Однако девушка по-прежнему заливалась слезами.

— … он, значит, ждет, чтобы я подцепила кого, а потом пишет — «Ага, вот она, вся твоя любовь!» Но я его раскусила, это он меня так проверяет. Ничего, я все выдержу. Замуруюсь, к примеру, заживо.

— Олимпия, ну какая из вас замурованная девушка? — сказал Эманек, глядя, как барменша наполняет рюмку.

— Не нравится мне эта жизнь, — пожаловался пан Альфред Бер, протянул руку и, как только барменша поставила перед ним ром, укрыл его в своем кулаке, точно птичку.

— Тут я с вами, пан Альфред, согласен, — кивнул Эманек. — Но ведь любому человеку должно хоть что-нибудь да нравиться, верно?

— А я говорю, что сегодня мне абсолютно ничего не нравится! — заявил великан, опрокинул в себя ром и стукнул рюмкой по прилавку. Потом он раскрыл ладони и тупо уставился на них, точно разглядывая изрезавшие их переплетения линий, похожие на две карты азиатских гор.

— Олимпия, взгляните-ка и вы тоже, вот ведь руки у человека, а? — воскликнул Эманек и, наткнувшись на грустный взгляд пана Альфреда Бера, прошептал: — Знаете, мне бы тоже хотелось иметь такие руки!

— Зачем? Кому они нынче нужны?.. — покачал головой грузчик.

— Как это? Да чтобы просто показать людям — вот, эти руки умеют поднимать и сносить вниз любимые вещи. Ведь каждый человек любит что-то… разве не так?

— А ты, Эманек, сам-то ты что любишь? — поднял на него глаза пан Альфред Бер.

— Я пианино люблю. Я на нем больше не играю, потому что то, что я смог сыграть, мне не нравится, а то, что бы я сыграть хотел, мне уже не одолеть. А пианино нужно переправить к моей сестре в Высочаны. У нее мальчишка растет, пускай теперь он на пианино играет. И между нами, пан Альфред… Могу ли я доверить любимый инструмент незнакомым грузчикам? Редчайшее фортепиано марки «Георгесвальде»?

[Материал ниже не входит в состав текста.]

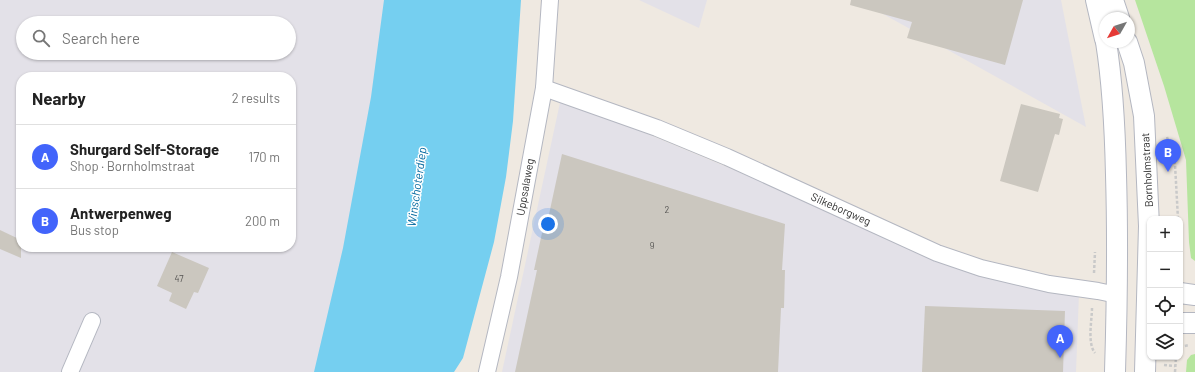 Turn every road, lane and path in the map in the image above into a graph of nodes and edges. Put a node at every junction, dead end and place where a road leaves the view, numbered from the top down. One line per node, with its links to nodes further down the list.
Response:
1 (550, 0): 8 (street, Uppsalaweg)
2 (1096, 0): 5 (street)
3 (1113, 0): 4 (street)
4 (1117, 12)
5 (1099, 13)
6 (1107, 48): 13 (street)
7 (1129, 48): 9 (street, Bornholmstraat)
8 (544, 88): 13 (street, Silkeborgweg); 23 (street, Uppsalaweg)
9 (1150, 252)
10 (1147, 288): 13 (street, Silkeborgweg)
11 (1183, 293): 12 (street)
12 (1195, 295)
13 (1117, 296): 14 (street); 24 (street)
14 (1147, 318)
15 (92, 321): 22 (street)
16 (1183, 323): 17 (street)
17 (1195, 323)
18 (1149, 324): 25 (street, Bornholmstraat)
19 (1193, 344): 20 (path)
20 (1183, 346)
21 (1176, 360): 26 (path)
22 (70, 372)
23 (487, 372)
24 (1114, 372)
25 (1146, 372)
26 (1175, 372) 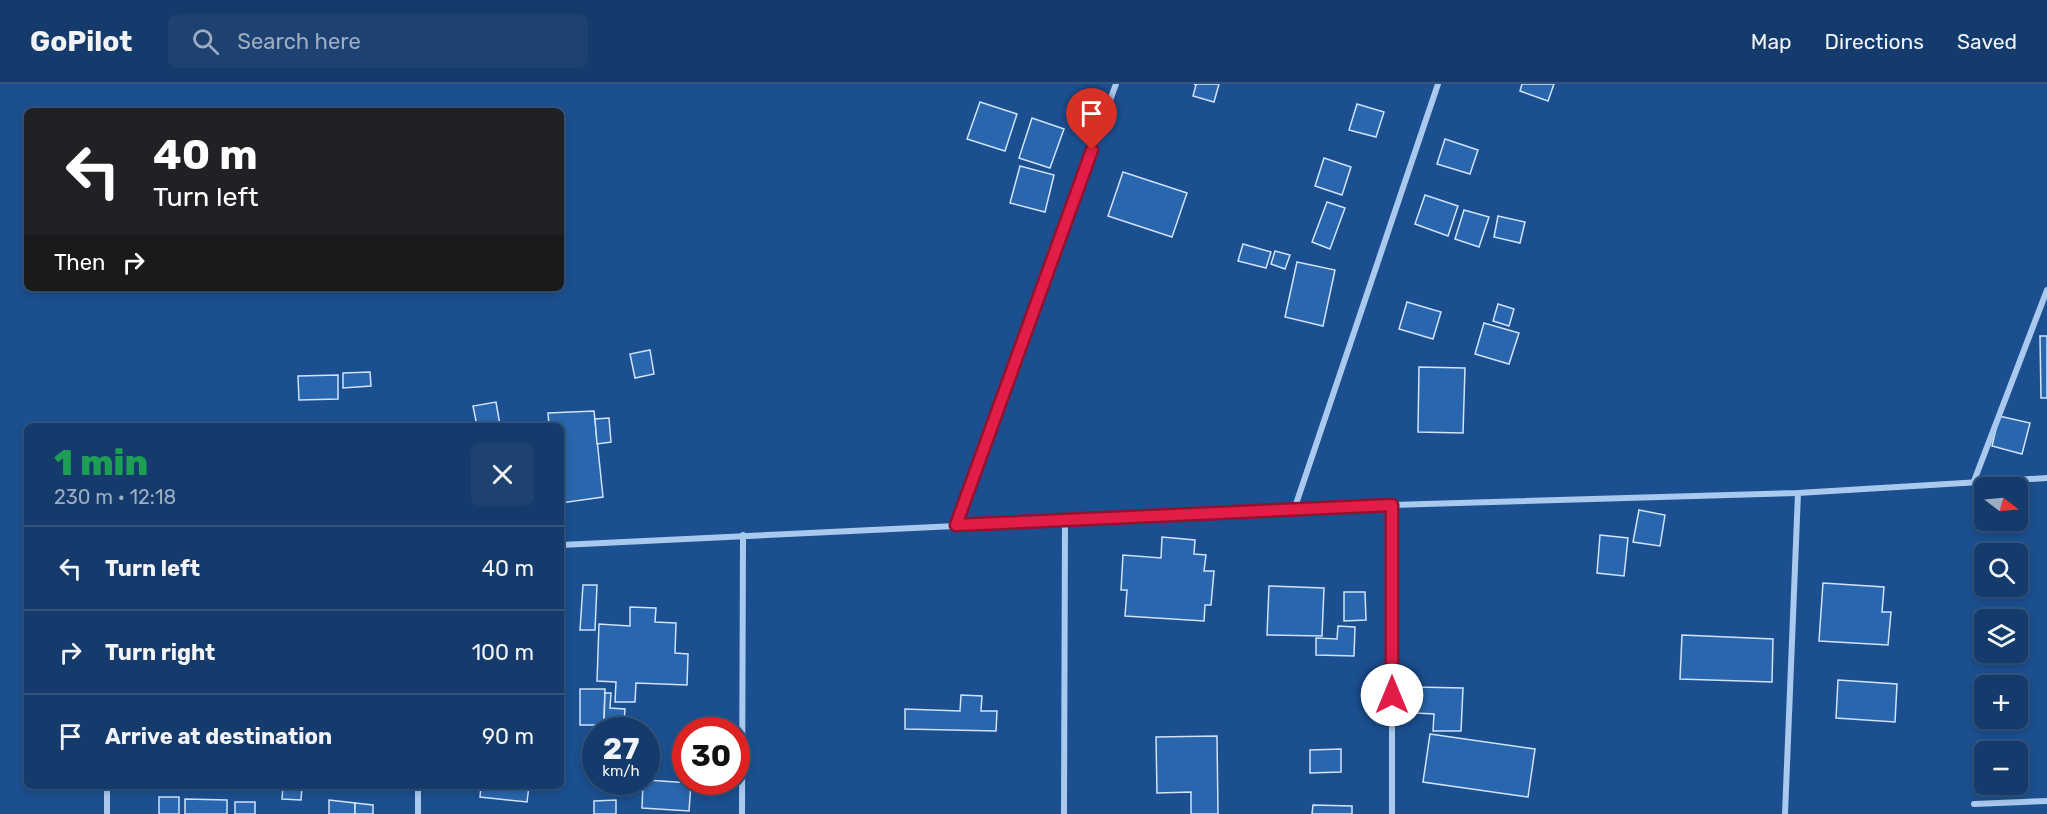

— Тебе так дорога эта вещь? — оживился пан Альфред Бер и даже улыбнулся. — Ну, так вот что я тебе скажу, я это твое пианино собственными руками перевезу! Только чтобы ты был при этом и видел, на что способны эти вот руки! Когда мне прийти?

— Олимпия, два рома — за мой счет! — заказал Эманек, подумал немного и сказал: — Да хоть завтра. В четыре я вернусь из Кладно со смены, так что в четверть пятого. Заметано?

— Заметано! — воскликнул пан Альфред и утопил в своей лапе ладонь Эманека. — Ты своими глазами увидишь, как бережно я этими вот руками и на собственном горбу вытащу твое пианино на улицу!

Когда оба выпили, грузчик сполз с высокого табурета и пробормотал себе под нос:

— Каждый человек хоть что-нибудь да любит..

— Точно, — улыбнулся Эманек, глядя вслед пану Беру, который, пошатываясь, брел через танцпол, где пока еще никто не танцевал, потому что музыка начинала играть только после девяти.

— Эманек, — начала Олимпия, — Эманек, вот вы мужчина образованный…

— Гм. Четыре класса гимназии.

— Неважно, вы всегда в курсе дела, и у вас есть чутье, Йозка говорит, что где-то внутри вашей души трепещет привязанный за лапку к нитке жаворонок… Я сейчас вспомнила, как Йозка однажды на пляже вытащил исписанные листки и сказал: «Вот, Олимпия, гляди, это мой друг написал, я тебе сейчас почитаю». И я лежала и смотрела в небо, а он читал мне разные рассказы.